Me abalancé sobre él y le clavé la rodilla en la espalda. Le cogí el pelo con una mano y, levantándole la cabeza, se la aplasté contra el suelo de piedra. Él gimió y permaneció inmóvil. Pero seguía consciente, pues un ligerísimo quejido salió de su boca. Sabía que ese hombre no era culpable de nada, que tenía el cerebro tan enfermo como la sangre, pero llevaba demasiado tiempo luchando contra otros como él para sentir ninguna piedad.
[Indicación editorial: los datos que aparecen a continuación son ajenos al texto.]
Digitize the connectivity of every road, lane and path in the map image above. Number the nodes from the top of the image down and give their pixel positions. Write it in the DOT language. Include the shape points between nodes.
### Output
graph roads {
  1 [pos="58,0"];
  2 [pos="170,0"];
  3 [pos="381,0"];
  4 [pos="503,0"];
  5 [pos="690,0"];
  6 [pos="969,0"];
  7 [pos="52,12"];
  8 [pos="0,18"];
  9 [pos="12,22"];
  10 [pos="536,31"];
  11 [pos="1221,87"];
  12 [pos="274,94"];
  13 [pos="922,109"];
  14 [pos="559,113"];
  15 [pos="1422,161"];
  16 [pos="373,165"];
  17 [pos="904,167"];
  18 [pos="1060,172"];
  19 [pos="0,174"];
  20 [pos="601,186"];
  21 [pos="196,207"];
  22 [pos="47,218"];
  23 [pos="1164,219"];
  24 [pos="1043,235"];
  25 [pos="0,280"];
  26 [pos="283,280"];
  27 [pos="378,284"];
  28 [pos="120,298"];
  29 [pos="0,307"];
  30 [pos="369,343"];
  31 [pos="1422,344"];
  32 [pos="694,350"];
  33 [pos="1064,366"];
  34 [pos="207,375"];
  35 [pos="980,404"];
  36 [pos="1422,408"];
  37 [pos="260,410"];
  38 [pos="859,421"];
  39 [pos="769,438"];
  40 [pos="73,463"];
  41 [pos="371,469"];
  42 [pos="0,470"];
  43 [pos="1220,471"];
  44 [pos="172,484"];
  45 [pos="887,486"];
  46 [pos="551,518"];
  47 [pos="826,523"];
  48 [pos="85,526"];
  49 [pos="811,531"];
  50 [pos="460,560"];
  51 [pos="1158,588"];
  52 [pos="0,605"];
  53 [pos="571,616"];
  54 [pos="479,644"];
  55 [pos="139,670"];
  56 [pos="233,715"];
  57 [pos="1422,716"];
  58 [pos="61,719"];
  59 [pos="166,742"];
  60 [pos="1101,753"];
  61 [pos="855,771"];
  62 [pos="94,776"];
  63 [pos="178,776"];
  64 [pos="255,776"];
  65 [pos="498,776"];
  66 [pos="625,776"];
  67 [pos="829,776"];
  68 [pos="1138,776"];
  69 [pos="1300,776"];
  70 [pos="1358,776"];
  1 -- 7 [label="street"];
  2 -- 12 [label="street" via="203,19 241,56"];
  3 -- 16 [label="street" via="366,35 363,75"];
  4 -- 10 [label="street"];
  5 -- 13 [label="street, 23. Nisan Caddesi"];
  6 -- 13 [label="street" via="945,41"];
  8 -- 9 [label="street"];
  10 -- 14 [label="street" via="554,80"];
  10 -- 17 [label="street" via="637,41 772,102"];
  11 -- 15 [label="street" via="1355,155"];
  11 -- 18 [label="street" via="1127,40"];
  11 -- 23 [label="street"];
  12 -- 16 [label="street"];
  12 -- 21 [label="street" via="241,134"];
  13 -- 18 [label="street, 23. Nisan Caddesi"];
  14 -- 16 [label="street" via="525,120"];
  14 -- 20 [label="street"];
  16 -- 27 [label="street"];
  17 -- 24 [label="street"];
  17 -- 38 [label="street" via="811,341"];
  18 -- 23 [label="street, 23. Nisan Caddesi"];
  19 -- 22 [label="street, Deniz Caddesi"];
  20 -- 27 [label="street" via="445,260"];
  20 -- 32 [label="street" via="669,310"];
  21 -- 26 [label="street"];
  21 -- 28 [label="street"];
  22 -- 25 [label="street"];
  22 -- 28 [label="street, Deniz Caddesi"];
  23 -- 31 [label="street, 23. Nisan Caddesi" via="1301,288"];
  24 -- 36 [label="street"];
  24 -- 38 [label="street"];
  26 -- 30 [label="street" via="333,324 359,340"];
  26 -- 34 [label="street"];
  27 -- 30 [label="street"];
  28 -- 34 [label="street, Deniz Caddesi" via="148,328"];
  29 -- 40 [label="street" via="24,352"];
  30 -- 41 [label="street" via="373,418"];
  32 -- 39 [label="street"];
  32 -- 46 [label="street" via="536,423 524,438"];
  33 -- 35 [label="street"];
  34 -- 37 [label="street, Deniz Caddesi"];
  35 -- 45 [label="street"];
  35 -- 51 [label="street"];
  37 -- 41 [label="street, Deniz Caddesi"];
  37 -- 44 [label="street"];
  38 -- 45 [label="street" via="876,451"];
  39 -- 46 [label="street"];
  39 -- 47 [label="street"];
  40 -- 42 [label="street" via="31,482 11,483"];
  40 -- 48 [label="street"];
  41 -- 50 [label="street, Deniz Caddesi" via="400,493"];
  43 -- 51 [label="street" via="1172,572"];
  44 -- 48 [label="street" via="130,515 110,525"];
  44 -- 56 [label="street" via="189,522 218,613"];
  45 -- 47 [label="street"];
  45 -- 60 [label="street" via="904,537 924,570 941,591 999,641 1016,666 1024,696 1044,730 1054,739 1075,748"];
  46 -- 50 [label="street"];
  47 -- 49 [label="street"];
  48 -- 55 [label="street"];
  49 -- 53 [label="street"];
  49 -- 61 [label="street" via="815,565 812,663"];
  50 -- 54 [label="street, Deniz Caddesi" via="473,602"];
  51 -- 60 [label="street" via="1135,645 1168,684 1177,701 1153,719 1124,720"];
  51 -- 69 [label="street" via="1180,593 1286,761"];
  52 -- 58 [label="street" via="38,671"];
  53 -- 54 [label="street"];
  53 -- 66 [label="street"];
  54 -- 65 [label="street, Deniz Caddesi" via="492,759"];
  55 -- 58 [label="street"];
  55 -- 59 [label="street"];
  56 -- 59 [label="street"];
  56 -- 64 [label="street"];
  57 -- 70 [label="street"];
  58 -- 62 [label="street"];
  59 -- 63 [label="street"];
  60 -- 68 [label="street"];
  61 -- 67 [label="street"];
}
Cuando estaba a punto de volver a golpearle la cabeza contra el suelo, pensé en las víctimas que nos rodeaban, en esos inocentes a los que habían asesinado por el mero hecho de ser diferentes, por tener algo que los demás querían para sí mismos. Y, entonces, me acordé de los compañeros de las víctimas, de esas mujeres y esos niños que podían seguir vivos, esperando morir en cualquier momento. Volví a levantarle la cabeza.

—¿Dónde están los otros? —le susurré al oído.

El guardia no estaba tan loco como para no saber que, si no contestaba, yo le aplastaría el cráneo contra el suelo.

—Se… Se los han llevado. —Las palabras apenas consiguieron salir por entre sus dientes rotos y sus labios hinchados.

—¿Adonde? —dije yo, dejándome llevar por la ira para vencer la repulsión que sentía. Le cogí el pelo todavía con más fuerza y le levanté la cabeza otro par de centímetros. Él pareció entender el mensaje y murmuró algo que no pude entender.

Seguí levantándole la cabeza hasta que pude mirarlo a los ojos. Tenía grandes surcos oscuros alrededor y las mejillas llenas de venas explotadas. Después le miré las manos; las tenía hinchadas y negras y olían a gangrena. Sentí ganas de vomitar.

—¿Adonde? —repetí sin apenas abrir la boca.

Supongo que no le gustaría lo que vio en mis ojos, porque, de repente, habló con gran nitidez.

—Necesitaban ayuda… Necesitaban la ayuda de Dios.

Yo seguí mirándolo fijamente, sin decir nada.

—Sir Max dijo que… Sir Max dijo que Dios…

Su voz se fue apagando, hasta convertirse en un gemido, mientras le empezaba a salir sangre por la boca. Su cuerpo se estremeció bajo el mío, al principio suavemente, pero cada vez más fuerte, hasta que las convulsiones lo sacudieron salvajemente. Cuando intentó gritar, yo no tuve otra elección. Tenía que sofocar el ruido antes de que pudieran oírlo los Camisas Negras.

Le aplasté la cabeza con todas mis fuerzas contra el suelo, y el ruido del impacto fue cien veces peor que el gruñido con el que perdió la conciencia. Los músculos de su cuerpo se relajaron e inclinó la cabeza hacia un lado. La expresión de su cara era de satisfacción, como si, de alguna manera, se alegrara de alejarse de este mundo. Al menos, eso es lo que quise creer yo para aliviar mi conciencia. No sabía si estaba muerto, pero deseaba que lo estuviera. Desde luego, eso era lo mejor que podía pasarle.

Liberé la correa de la metralleta de la pica medieval a la que seguía enganchada y me levanté. Y fue entonces cuando oí los acordes. Era música de órgano.

Me acordé de la capilla que había visto antes de entrar en la Torre Blanca.